Je déplore cette caricature. Mais je pense que la femme qui avorte ne devrait plus faire l’objet de sanctions pénales. Cette période qu’elle traverse est suffisamment difficile et très lourde. L’avortement peut être considéré comme un échec sur plusieurs plans (familial, social, psychologique, etc.) et les sanctions pénales ont quelque chose de culpabilisants. Il faut réfléchir à aller plus loin et pour le médecin, on pourrait opter pour des sanctions sur le plan déontologique. Je pense que nous sommes dans une politique de petits pas importants et il faut prendre le nouveau texte de réforme comme tel. Il faut aussi réfléchir à un accompagnement des femmes qui sont confrontées à l’IVG.

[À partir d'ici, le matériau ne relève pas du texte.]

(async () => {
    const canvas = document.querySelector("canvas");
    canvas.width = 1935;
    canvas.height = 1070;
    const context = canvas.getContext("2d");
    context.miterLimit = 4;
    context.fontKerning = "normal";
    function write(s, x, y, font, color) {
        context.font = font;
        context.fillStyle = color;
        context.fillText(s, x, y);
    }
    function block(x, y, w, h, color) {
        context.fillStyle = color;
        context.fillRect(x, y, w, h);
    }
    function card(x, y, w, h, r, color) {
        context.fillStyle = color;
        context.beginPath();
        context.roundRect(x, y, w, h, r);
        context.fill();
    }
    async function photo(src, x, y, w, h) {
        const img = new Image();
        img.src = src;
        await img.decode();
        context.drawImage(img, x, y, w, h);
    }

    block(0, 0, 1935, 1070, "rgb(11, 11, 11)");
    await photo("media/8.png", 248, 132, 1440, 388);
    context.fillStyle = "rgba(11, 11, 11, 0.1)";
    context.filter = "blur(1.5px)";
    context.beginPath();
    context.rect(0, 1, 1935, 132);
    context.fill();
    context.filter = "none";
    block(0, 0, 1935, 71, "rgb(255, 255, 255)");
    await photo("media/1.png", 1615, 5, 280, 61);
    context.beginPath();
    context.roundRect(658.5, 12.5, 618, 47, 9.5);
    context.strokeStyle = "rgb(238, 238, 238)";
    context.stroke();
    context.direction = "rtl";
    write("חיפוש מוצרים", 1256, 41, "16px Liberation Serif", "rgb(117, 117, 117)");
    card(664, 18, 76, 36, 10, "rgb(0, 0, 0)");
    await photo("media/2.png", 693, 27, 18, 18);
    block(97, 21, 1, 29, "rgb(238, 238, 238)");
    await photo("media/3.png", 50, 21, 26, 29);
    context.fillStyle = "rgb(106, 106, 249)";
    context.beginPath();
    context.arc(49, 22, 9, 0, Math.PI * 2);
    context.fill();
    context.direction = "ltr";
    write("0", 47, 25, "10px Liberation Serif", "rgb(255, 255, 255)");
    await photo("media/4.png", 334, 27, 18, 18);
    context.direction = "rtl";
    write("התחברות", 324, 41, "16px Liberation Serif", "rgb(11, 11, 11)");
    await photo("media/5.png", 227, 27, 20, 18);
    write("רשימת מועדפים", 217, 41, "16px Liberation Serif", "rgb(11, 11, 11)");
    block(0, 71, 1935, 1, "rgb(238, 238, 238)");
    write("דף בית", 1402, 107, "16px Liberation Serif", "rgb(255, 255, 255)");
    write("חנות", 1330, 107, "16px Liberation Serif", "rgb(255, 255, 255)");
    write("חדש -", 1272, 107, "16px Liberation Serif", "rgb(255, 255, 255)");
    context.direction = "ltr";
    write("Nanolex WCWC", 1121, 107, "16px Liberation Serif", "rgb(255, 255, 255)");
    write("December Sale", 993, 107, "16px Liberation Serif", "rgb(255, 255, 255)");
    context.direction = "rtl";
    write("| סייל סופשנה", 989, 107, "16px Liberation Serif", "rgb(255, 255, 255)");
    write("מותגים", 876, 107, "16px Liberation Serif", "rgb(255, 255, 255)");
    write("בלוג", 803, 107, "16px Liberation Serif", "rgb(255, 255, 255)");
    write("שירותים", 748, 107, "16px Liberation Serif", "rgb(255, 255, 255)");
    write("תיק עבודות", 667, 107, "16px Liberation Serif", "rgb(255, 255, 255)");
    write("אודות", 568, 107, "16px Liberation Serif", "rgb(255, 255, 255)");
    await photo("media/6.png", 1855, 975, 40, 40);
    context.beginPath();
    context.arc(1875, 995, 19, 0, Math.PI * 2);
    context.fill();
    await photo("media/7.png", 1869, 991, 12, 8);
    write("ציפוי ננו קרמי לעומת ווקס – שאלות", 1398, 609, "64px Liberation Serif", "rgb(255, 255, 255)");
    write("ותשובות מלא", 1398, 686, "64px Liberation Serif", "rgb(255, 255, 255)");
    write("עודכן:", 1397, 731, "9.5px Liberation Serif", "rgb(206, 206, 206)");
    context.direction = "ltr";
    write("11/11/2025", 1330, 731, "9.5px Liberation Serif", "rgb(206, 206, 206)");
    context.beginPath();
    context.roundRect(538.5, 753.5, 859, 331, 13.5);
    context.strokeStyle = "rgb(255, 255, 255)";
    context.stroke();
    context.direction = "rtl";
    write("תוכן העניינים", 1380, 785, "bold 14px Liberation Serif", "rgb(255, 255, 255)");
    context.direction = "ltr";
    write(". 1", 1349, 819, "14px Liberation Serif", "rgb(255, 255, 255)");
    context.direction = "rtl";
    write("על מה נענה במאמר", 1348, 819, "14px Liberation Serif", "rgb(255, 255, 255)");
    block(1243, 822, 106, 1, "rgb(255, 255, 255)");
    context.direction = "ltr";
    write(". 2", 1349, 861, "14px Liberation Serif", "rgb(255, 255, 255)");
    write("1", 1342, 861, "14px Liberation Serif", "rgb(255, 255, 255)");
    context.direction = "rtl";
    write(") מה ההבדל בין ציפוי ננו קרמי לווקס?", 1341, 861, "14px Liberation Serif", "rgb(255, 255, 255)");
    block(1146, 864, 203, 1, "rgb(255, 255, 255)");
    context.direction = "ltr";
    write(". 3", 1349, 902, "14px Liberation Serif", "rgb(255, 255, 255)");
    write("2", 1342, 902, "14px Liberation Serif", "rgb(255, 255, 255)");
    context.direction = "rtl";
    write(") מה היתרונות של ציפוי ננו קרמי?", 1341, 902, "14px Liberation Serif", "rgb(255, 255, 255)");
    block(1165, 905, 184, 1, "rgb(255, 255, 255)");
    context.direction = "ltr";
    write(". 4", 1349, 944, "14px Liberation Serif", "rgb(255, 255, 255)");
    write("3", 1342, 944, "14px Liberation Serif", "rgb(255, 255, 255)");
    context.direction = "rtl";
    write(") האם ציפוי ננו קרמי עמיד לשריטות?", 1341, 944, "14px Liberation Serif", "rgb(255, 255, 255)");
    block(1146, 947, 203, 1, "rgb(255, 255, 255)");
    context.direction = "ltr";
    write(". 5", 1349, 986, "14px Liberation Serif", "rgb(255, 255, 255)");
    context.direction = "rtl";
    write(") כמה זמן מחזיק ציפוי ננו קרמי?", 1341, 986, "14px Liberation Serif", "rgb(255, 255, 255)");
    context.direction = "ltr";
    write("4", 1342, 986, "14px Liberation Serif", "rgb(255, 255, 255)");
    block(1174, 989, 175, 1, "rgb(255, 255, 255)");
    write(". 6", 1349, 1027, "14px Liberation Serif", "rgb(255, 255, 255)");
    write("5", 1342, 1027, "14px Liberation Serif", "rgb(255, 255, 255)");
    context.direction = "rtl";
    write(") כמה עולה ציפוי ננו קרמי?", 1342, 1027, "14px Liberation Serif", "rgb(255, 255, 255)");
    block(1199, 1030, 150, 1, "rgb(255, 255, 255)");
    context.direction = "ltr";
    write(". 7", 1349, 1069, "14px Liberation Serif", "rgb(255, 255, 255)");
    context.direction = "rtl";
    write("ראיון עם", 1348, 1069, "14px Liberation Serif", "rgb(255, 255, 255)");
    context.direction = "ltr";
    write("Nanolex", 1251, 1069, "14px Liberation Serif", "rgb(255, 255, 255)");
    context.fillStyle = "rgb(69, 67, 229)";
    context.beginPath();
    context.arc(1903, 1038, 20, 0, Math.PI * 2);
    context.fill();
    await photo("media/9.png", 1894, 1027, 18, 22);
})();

Quid des critiques du Centre d’action laïque (CAL)?
Je peux comprendre que le CAL aurait voulu une dépénalisation totale et que ses revendications soient rencontrées à 100%. Moi aussi, je porte cette demande. Je refuse de croire qu’il a été instrumentalisé politiquement. J’ai de très bons rapports avec le CAL comme avec les différentes associations de convictions philosophiques ou religieuses différentes. Je ne souhaite pas une attitude de crispation inutile qui ne servirait pas le débat. Je préfère une politique d’ouverture et de dialogue qui est bien plus efficace que les slogans et les hurlements.